▶ **YOUR TASK**
Pull every line that includes the word "Cajeput" from the data.

▶ **GIVEN DATA**
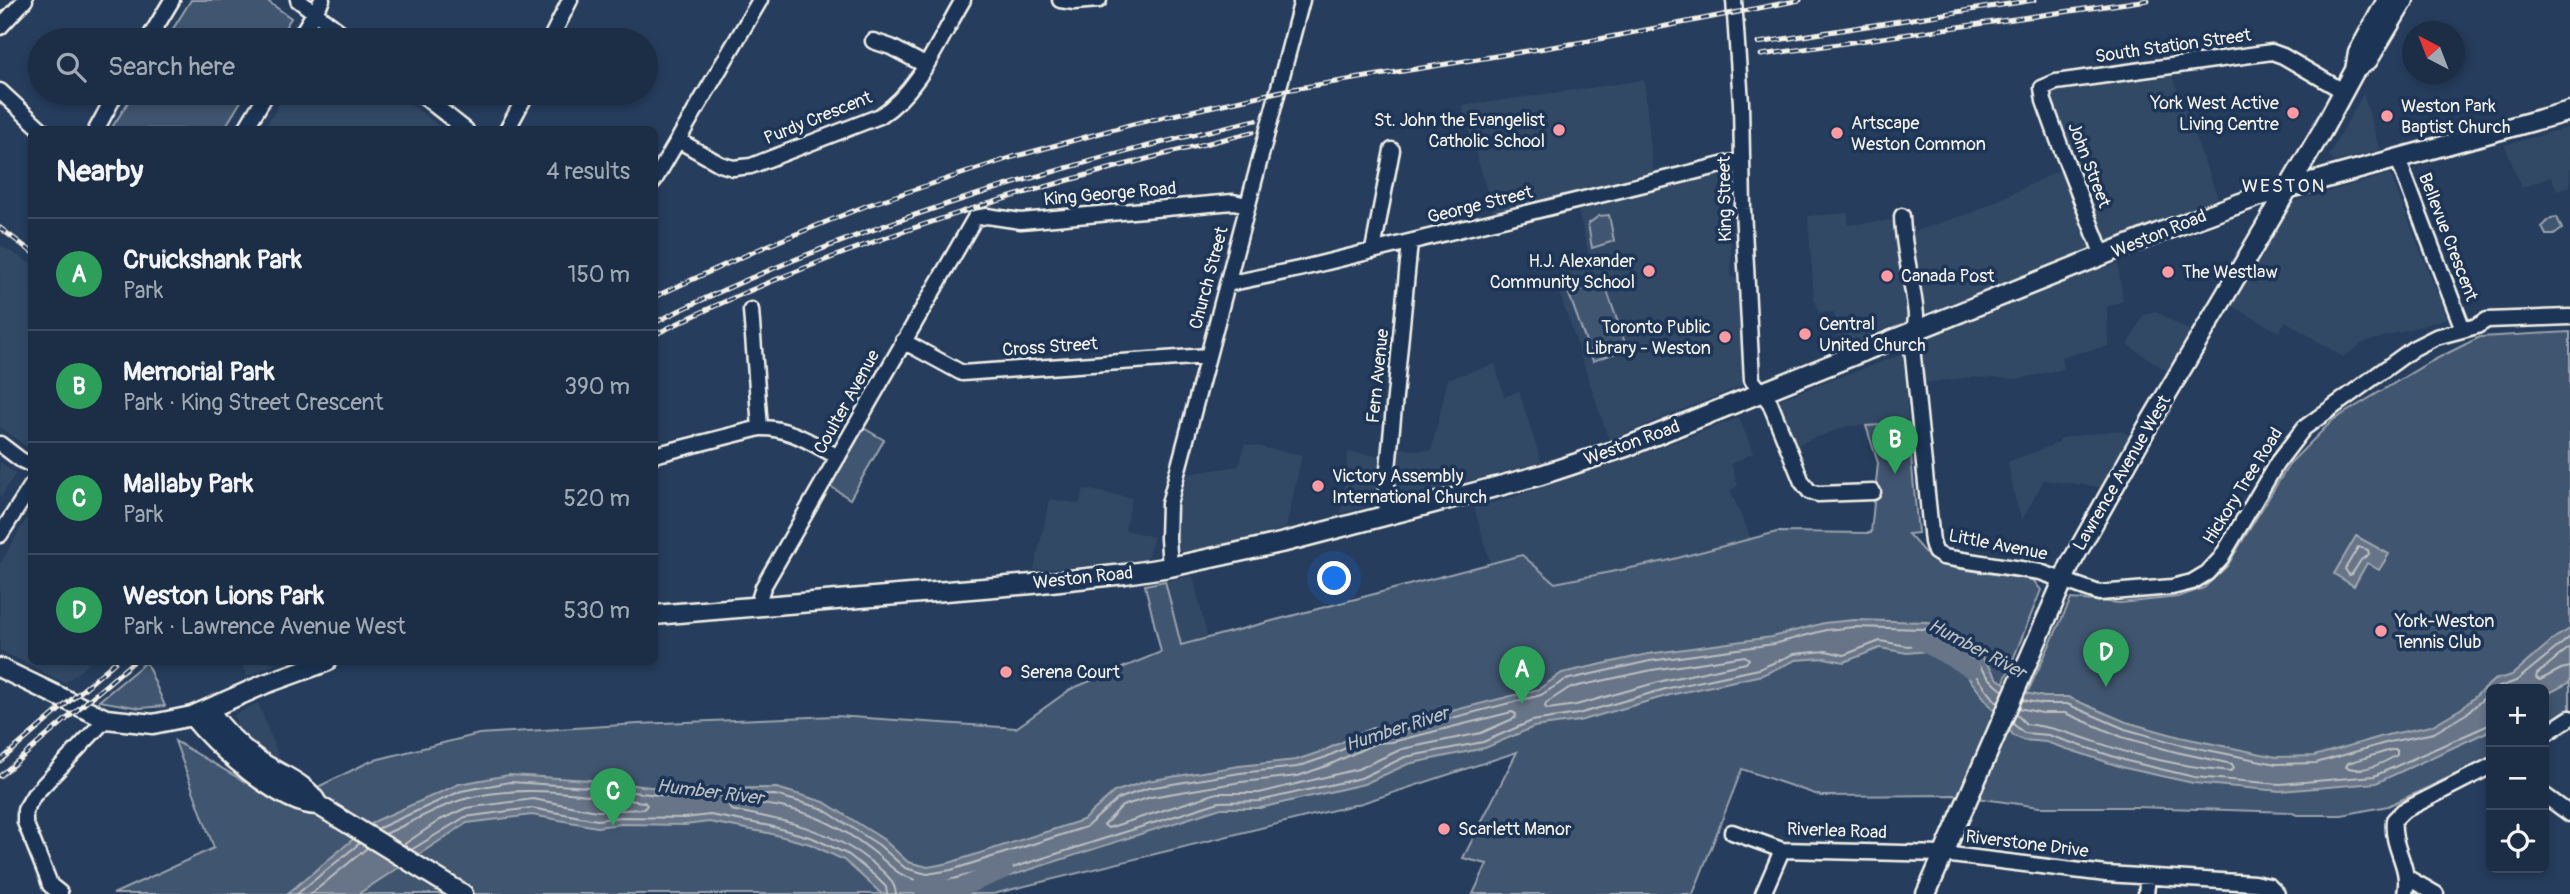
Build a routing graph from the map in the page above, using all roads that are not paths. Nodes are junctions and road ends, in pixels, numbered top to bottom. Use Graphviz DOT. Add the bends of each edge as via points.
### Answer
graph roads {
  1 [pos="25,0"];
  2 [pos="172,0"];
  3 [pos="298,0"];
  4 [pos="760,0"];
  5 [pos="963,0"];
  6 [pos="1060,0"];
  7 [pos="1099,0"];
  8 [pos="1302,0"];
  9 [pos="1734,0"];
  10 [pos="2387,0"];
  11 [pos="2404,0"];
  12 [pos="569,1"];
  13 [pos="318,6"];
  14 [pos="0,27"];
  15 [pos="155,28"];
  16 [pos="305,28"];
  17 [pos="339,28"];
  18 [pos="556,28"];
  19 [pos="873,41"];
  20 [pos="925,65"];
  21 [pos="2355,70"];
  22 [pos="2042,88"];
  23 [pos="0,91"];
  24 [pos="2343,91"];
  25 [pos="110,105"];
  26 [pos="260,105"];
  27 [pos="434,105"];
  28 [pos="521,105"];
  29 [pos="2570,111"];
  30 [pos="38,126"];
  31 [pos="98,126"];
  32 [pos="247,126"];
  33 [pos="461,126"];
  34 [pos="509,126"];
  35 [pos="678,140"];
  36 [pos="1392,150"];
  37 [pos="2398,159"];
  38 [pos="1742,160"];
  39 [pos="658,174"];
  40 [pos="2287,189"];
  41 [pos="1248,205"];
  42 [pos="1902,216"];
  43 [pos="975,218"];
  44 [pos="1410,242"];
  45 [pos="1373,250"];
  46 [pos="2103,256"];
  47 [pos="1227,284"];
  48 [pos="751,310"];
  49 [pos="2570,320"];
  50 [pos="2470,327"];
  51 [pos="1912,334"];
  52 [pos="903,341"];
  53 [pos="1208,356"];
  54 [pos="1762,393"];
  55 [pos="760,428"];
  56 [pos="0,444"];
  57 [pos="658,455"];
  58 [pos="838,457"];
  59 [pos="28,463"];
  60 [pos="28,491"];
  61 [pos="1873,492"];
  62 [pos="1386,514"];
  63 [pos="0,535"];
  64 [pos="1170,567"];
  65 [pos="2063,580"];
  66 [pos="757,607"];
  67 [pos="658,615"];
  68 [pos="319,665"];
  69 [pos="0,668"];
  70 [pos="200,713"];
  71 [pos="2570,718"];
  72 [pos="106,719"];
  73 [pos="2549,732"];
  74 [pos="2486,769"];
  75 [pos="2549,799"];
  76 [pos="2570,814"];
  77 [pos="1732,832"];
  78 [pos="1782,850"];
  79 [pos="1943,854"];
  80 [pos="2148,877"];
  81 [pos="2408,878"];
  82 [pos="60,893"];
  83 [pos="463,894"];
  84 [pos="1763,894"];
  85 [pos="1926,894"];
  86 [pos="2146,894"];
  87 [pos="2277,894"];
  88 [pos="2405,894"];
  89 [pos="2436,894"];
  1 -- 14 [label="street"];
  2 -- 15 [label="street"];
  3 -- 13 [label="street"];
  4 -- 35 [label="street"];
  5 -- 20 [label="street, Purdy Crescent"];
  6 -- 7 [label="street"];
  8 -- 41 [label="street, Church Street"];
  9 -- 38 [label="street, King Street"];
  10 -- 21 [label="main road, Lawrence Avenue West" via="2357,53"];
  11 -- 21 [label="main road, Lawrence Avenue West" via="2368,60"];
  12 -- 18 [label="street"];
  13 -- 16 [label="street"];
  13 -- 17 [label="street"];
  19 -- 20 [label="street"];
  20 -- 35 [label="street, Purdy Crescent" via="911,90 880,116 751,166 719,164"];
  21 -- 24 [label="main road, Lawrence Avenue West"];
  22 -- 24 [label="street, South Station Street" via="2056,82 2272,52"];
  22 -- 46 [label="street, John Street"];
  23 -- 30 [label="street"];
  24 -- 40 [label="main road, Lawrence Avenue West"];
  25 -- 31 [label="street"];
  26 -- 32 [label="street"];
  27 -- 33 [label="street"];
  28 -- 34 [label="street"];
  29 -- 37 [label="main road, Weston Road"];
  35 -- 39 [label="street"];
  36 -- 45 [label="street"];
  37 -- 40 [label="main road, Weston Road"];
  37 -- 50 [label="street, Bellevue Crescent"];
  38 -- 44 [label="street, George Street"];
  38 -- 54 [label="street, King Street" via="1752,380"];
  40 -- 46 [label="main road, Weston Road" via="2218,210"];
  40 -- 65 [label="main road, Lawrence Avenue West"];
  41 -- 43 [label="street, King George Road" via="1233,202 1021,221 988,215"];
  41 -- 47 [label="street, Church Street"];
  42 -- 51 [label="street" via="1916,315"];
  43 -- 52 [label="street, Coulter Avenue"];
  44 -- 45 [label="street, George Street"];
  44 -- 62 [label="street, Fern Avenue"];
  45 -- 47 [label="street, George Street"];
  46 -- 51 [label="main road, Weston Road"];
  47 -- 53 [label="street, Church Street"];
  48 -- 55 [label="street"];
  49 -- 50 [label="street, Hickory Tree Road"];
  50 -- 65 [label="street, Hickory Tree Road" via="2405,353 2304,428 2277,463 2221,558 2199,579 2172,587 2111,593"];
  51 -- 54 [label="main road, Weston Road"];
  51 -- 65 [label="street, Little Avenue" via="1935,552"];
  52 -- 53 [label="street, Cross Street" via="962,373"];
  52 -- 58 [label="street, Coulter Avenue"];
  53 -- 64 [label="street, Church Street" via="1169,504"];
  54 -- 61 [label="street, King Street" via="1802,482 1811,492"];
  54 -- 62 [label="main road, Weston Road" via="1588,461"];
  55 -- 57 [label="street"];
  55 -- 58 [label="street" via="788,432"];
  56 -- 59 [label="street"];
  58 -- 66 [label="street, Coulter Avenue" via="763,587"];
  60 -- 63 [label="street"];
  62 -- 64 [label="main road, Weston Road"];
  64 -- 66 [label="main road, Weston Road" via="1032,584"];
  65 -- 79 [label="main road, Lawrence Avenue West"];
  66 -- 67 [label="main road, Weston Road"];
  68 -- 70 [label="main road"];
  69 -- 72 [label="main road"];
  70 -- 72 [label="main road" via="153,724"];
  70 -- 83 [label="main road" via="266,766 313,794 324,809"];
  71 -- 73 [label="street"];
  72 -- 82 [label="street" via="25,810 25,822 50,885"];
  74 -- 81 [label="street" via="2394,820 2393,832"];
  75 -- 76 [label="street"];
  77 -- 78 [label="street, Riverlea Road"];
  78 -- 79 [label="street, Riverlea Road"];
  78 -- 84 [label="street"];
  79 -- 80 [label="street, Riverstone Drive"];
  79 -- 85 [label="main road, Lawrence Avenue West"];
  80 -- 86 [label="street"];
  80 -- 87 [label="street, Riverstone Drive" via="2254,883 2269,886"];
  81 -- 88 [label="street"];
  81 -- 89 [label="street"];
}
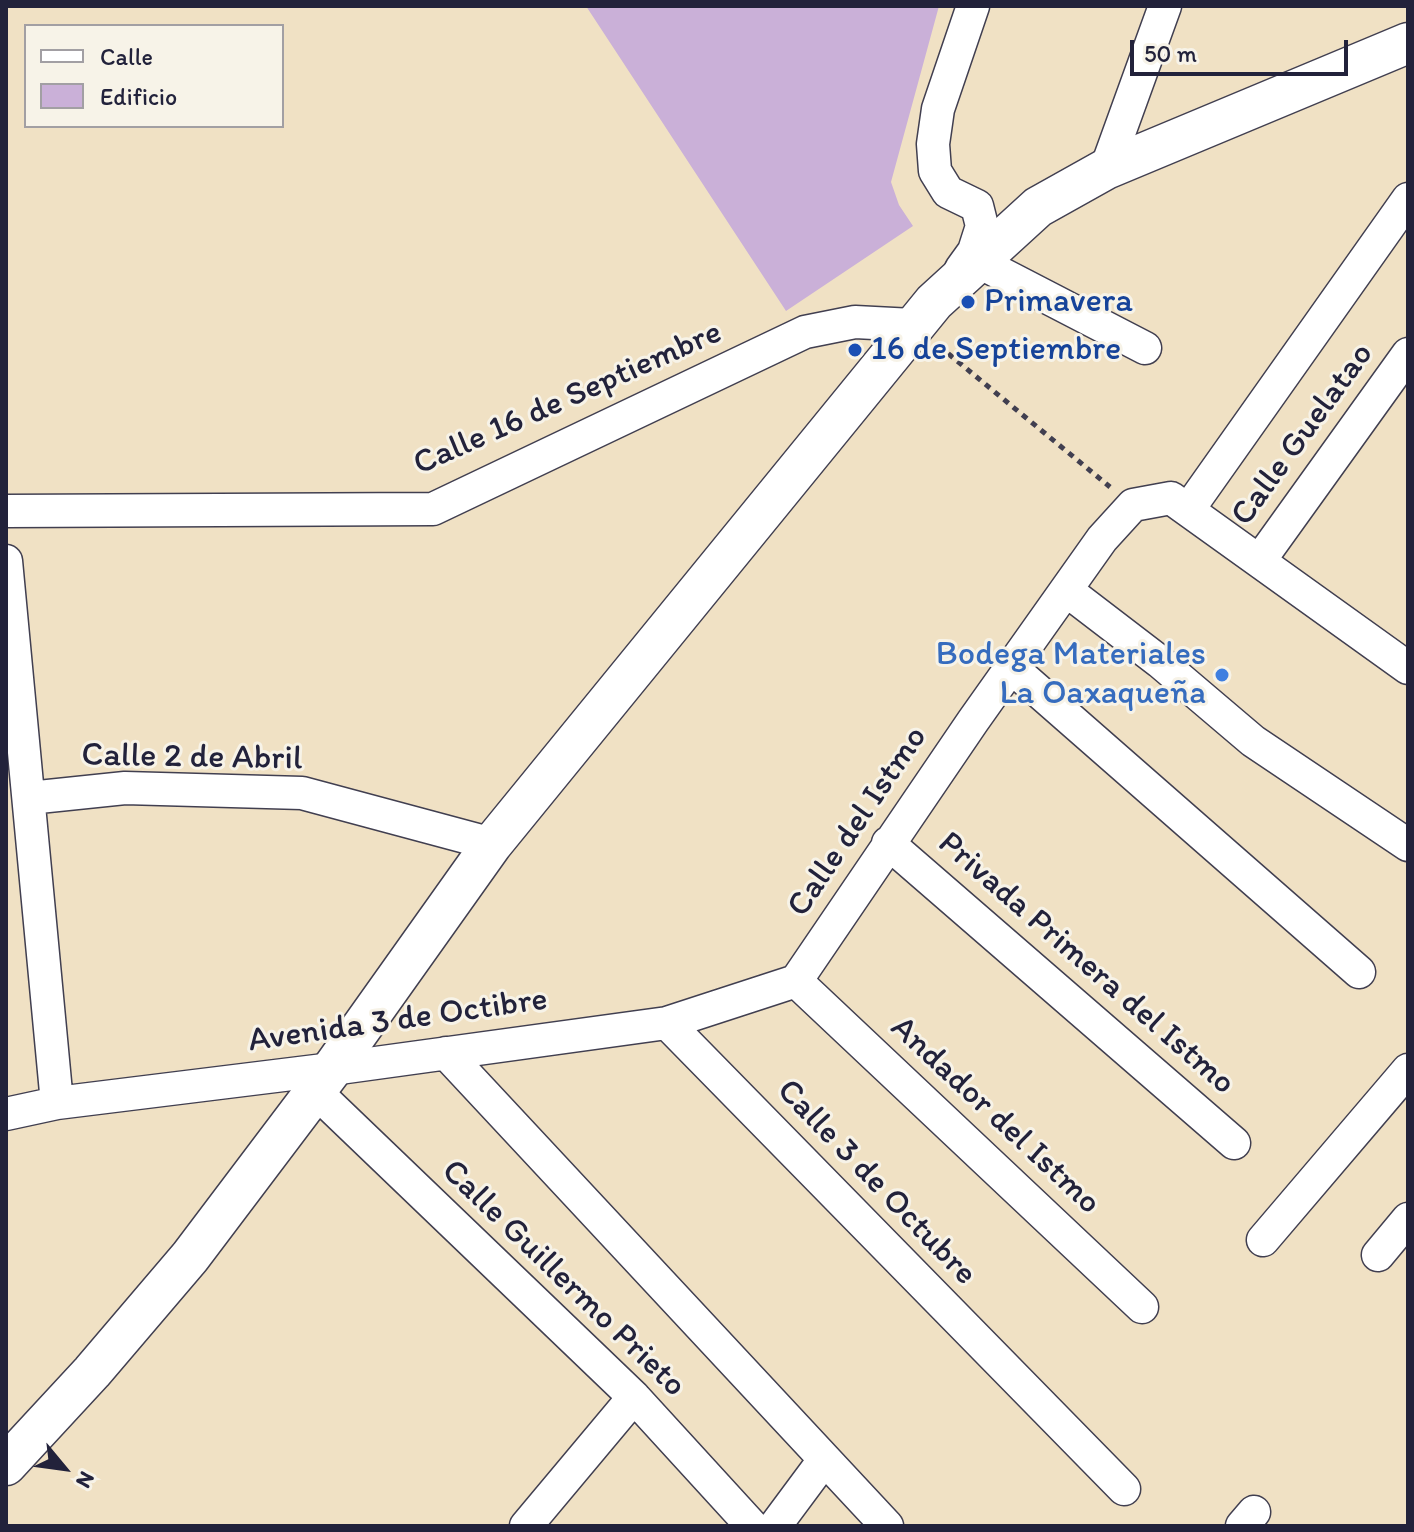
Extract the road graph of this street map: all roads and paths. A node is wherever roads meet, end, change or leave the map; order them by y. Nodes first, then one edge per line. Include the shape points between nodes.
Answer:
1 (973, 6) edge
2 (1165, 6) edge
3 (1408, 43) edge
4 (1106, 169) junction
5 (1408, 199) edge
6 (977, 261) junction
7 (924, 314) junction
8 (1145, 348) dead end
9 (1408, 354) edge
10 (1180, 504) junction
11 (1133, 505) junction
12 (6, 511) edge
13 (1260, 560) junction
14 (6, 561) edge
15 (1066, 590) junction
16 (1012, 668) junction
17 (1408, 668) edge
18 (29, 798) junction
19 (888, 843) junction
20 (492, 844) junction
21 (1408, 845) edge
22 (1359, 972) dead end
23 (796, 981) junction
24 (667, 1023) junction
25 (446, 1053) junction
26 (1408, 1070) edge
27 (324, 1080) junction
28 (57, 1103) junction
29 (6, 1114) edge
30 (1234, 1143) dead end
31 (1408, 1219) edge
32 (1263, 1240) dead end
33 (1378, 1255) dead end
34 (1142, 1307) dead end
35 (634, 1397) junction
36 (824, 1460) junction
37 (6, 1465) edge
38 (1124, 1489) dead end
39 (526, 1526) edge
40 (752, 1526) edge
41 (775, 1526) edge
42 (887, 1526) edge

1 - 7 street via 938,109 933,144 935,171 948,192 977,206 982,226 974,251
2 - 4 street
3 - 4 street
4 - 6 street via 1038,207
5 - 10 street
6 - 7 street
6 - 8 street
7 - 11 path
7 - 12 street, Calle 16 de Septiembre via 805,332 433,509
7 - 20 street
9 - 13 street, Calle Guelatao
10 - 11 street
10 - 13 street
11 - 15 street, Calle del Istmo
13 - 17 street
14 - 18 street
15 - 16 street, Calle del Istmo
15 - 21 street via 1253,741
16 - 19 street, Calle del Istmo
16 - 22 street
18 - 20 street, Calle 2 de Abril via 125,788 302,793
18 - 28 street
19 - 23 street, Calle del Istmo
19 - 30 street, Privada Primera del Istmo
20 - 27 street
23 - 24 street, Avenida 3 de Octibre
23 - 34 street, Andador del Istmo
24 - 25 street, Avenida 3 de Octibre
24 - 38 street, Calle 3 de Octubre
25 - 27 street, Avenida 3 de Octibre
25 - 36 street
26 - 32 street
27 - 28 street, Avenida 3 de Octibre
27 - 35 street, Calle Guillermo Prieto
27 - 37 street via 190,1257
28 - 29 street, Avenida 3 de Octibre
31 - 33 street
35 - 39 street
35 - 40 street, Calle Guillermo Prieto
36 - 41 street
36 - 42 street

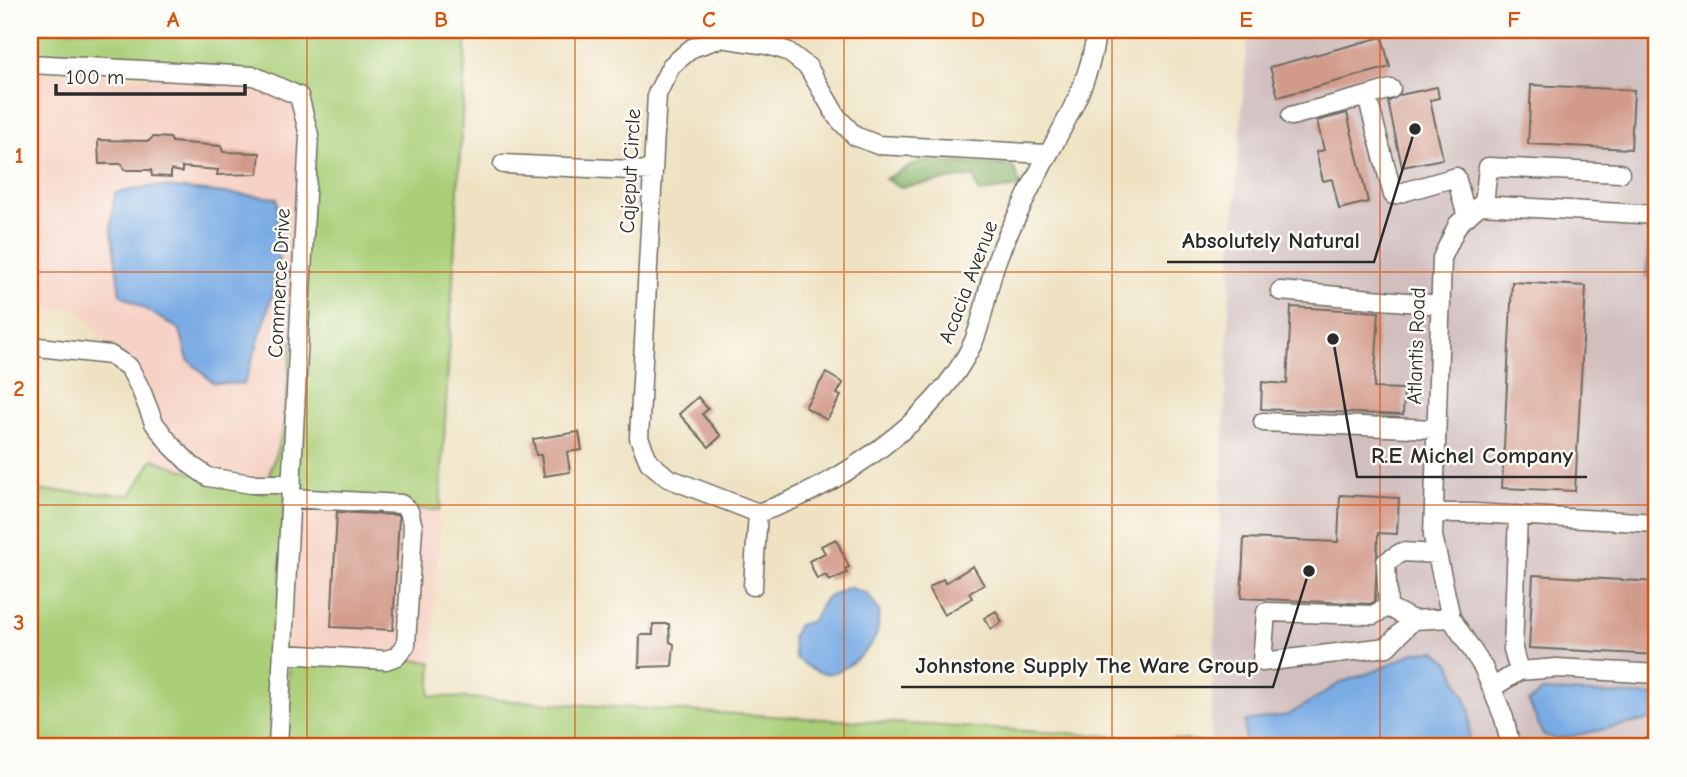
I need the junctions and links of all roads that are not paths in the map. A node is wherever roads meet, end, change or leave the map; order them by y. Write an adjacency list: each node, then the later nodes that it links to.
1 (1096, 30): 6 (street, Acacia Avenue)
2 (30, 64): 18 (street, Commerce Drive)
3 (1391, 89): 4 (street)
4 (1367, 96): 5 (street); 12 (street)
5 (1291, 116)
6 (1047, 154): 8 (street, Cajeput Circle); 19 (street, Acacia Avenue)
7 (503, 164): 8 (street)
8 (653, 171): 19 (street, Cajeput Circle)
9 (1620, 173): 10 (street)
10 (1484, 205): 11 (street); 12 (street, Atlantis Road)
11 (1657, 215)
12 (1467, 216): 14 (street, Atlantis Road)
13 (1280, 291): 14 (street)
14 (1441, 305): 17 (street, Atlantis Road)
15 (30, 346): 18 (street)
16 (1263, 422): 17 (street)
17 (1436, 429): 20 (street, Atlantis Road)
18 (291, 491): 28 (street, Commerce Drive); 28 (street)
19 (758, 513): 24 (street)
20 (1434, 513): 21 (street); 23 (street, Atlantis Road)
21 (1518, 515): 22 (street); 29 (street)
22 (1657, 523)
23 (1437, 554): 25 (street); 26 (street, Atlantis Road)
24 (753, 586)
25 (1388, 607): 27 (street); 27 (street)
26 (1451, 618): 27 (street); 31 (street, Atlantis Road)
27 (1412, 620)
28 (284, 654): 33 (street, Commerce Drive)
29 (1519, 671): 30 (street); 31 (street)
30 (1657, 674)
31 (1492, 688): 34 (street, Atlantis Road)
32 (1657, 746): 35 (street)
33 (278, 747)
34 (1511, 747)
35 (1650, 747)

▶ **REPLY TO THE EXERCISE**
6 (1047, 154): 8 (street, Cajeput Circle); 19 (street, Acacia Avenue)
8 (653, 171): 19 (street, Cajeput Circle)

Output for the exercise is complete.